In the video in the thread I linked, the guy posted a mage video where it seems to show his spell interrupts not being on the batch. A lot of people think spell interrupts were processed on a secondary high-priority batch.
Does Counterspell in Classic have the same delayed interrupt effect that Earth Shock does?
Earth Shock has two components, the initial damage and then the interrupt. It’s the same with melee interrupts as well, but Counterspell is a single component. You said the damage comes first, could it be that abilities with two components are batched twice?
I know people were complaining about Execute being batched twice, and lo and behold:
I’m trying to find Vanilla video of Shaman casting Earth Shock and interrupting heals to see if there is a delay from the damage to the interrupt.

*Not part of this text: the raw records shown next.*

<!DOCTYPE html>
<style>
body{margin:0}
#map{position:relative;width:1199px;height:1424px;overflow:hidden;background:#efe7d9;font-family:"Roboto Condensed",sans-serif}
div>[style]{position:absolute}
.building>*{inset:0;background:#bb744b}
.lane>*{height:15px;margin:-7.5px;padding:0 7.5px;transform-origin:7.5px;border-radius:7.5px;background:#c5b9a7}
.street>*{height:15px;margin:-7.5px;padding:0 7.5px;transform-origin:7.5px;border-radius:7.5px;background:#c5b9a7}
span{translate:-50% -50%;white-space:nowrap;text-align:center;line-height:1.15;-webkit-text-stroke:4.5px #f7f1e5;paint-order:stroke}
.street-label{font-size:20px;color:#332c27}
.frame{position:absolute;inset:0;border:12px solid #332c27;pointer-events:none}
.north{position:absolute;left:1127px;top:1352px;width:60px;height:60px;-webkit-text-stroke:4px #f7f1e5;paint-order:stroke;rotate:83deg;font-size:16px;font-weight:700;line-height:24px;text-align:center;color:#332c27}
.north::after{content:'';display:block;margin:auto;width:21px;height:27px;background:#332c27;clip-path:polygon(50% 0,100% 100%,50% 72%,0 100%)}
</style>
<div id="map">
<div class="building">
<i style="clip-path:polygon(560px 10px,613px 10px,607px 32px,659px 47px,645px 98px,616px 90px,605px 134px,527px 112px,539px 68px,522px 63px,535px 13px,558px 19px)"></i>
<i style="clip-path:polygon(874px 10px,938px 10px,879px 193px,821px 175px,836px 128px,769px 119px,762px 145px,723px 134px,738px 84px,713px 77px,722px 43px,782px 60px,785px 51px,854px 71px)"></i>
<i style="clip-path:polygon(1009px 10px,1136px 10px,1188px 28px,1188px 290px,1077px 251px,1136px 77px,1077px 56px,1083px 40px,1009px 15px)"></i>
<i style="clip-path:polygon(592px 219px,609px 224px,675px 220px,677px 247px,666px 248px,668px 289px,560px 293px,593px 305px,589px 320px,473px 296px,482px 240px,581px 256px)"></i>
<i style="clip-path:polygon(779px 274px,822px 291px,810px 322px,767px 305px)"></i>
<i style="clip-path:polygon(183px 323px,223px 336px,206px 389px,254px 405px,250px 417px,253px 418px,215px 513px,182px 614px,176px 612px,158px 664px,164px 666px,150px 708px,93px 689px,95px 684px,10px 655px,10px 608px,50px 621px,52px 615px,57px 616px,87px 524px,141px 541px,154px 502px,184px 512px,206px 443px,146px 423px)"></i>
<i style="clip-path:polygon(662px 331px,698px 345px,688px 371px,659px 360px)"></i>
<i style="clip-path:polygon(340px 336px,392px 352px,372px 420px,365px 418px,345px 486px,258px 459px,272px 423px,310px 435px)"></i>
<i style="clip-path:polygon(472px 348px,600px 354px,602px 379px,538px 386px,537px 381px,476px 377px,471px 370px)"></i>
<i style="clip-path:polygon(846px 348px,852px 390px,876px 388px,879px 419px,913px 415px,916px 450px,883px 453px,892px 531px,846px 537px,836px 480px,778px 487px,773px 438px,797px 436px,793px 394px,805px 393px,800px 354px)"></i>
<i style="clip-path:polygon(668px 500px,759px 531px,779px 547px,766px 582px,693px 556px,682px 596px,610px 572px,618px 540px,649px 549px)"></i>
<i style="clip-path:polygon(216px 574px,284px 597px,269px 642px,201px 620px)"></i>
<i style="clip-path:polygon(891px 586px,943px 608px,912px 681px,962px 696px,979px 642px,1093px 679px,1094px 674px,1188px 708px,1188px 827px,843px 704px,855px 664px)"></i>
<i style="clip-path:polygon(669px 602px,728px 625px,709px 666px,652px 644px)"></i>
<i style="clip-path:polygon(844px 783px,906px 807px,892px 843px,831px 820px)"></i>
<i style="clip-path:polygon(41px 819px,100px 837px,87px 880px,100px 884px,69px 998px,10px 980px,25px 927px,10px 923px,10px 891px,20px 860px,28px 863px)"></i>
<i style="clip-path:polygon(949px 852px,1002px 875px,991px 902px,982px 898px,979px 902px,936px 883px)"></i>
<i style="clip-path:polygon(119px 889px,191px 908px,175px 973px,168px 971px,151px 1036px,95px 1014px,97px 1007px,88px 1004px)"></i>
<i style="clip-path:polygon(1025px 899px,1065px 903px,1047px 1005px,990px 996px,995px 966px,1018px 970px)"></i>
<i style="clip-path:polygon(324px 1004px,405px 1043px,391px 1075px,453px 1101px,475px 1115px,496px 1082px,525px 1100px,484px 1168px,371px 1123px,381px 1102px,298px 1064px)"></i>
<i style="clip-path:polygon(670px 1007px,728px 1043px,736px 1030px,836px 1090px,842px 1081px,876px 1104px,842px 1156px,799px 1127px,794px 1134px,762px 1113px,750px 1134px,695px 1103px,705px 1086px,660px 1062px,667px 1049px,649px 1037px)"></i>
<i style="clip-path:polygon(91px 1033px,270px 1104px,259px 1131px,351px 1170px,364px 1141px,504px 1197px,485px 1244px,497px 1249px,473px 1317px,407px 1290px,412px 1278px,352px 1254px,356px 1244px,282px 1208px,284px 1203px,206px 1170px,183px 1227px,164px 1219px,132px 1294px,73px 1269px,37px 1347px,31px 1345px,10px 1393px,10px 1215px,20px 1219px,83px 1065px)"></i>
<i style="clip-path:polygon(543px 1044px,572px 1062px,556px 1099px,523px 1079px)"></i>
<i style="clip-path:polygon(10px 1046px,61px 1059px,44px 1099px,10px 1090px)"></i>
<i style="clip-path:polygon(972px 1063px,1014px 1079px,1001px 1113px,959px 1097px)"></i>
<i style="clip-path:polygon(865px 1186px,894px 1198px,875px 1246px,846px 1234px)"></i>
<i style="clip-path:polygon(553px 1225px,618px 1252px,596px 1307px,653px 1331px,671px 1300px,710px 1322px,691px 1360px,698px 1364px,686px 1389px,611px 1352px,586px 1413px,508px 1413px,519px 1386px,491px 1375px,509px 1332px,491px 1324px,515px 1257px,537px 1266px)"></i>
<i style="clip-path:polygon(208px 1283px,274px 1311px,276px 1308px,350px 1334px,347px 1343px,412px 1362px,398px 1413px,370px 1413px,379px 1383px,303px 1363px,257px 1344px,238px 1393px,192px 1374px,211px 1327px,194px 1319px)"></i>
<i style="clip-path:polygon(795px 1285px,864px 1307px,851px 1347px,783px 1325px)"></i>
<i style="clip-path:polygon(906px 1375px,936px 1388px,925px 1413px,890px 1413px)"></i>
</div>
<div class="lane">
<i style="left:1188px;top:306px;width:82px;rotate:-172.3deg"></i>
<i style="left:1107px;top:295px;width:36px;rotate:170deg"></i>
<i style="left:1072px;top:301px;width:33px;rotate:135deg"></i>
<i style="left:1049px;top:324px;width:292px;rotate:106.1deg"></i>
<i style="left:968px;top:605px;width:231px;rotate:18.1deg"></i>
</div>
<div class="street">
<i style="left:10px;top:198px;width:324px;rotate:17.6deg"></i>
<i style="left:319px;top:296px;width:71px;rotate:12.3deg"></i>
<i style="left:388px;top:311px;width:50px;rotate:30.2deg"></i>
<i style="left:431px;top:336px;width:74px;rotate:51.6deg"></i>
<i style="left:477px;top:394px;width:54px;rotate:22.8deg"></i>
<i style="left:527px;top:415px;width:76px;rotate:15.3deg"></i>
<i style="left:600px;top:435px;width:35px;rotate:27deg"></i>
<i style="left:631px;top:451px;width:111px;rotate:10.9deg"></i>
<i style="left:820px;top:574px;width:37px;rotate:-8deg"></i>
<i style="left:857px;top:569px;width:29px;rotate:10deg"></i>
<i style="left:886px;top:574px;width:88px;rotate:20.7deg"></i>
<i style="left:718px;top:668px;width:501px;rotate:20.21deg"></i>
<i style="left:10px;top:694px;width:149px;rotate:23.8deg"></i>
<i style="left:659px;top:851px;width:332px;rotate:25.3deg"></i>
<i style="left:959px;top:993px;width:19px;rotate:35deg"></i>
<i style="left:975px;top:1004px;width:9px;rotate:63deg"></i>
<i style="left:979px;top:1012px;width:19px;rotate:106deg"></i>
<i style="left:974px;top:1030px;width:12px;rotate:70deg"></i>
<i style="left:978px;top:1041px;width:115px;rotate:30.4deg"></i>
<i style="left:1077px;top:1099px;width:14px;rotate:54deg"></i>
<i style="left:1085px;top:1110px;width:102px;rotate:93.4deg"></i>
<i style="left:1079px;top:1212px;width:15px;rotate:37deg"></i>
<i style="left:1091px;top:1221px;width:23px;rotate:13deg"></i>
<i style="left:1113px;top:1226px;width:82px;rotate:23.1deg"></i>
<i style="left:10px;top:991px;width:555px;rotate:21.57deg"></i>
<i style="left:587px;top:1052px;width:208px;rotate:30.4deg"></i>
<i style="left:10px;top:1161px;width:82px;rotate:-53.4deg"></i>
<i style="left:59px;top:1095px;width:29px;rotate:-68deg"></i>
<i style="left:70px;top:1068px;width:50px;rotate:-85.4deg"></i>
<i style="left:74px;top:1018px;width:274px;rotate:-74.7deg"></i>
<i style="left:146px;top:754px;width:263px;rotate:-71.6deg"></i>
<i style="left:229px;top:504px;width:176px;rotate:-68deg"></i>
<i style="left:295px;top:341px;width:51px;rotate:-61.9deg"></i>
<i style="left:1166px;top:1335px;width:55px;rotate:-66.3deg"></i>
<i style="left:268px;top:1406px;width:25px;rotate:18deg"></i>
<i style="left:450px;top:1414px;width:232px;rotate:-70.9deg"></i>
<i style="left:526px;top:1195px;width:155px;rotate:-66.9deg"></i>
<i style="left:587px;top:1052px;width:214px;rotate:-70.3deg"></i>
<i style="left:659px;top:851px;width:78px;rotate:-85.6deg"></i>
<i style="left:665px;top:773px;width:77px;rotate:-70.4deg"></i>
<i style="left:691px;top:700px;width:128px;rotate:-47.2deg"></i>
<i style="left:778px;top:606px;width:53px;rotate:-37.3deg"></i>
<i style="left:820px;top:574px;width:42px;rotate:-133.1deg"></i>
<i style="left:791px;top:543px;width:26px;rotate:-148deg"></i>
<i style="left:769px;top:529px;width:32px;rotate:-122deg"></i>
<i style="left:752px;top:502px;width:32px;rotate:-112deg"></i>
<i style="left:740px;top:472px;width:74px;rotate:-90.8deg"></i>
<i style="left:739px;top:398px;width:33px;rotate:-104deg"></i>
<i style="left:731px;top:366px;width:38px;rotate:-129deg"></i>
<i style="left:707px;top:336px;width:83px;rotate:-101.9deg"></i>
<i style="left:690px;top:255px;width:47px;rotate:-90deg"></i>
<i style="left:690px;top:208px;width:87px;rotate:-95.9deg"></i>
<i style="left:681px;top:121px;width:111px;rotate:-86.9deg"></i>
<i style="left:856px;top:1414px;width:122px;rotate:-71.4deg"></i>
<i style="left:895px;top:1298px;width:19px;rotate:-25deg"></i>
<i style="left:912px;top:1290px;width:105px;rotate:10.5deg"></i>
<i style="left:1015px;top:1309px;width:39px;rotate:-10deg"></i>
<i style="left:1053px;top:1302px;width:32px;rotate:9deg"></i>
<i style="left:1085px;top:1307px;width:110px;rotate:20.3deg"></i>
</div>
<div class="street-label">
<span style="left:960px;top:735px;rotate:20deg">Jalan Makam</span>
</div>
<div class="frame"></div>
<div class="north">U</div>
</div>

I’ll report back if I actually find some clear video evidence one way or the other.
In the video, the mage’s counterspell didn’t seem to be on the primary batch, it always looked instant(he cast it and it interrupted immediately). In Classic all interrupts are on the batch, which is why you can interrupt after someone has already cancelled their cast, or why spells go off long after an interrupt went off.
But, hard to really tell from the video, and he could have just gotten lucky and cast right on the batch. As I said, a lot of people claim that interrupts were processed separately on a faster batch.
Some people have argued that it doesn’t work how it did in 2006, others say it does. In the end I (and most people) don’t really care how it worked in 2006. It makes gameplay feel clunky and I feel that the game would be MUCH better without it.
Spell batching is artificially placed now. It used to make sense because it was 16 years AGO.
The “spirit of classic” was to have a smooth/more fair running game, and given internet connections at the time it made sense.
Keeping with the “spirit of classic” spell batching doesn’t make sense. To a new player it looks like a blatant bug because of how broken of an idea it is in 2020.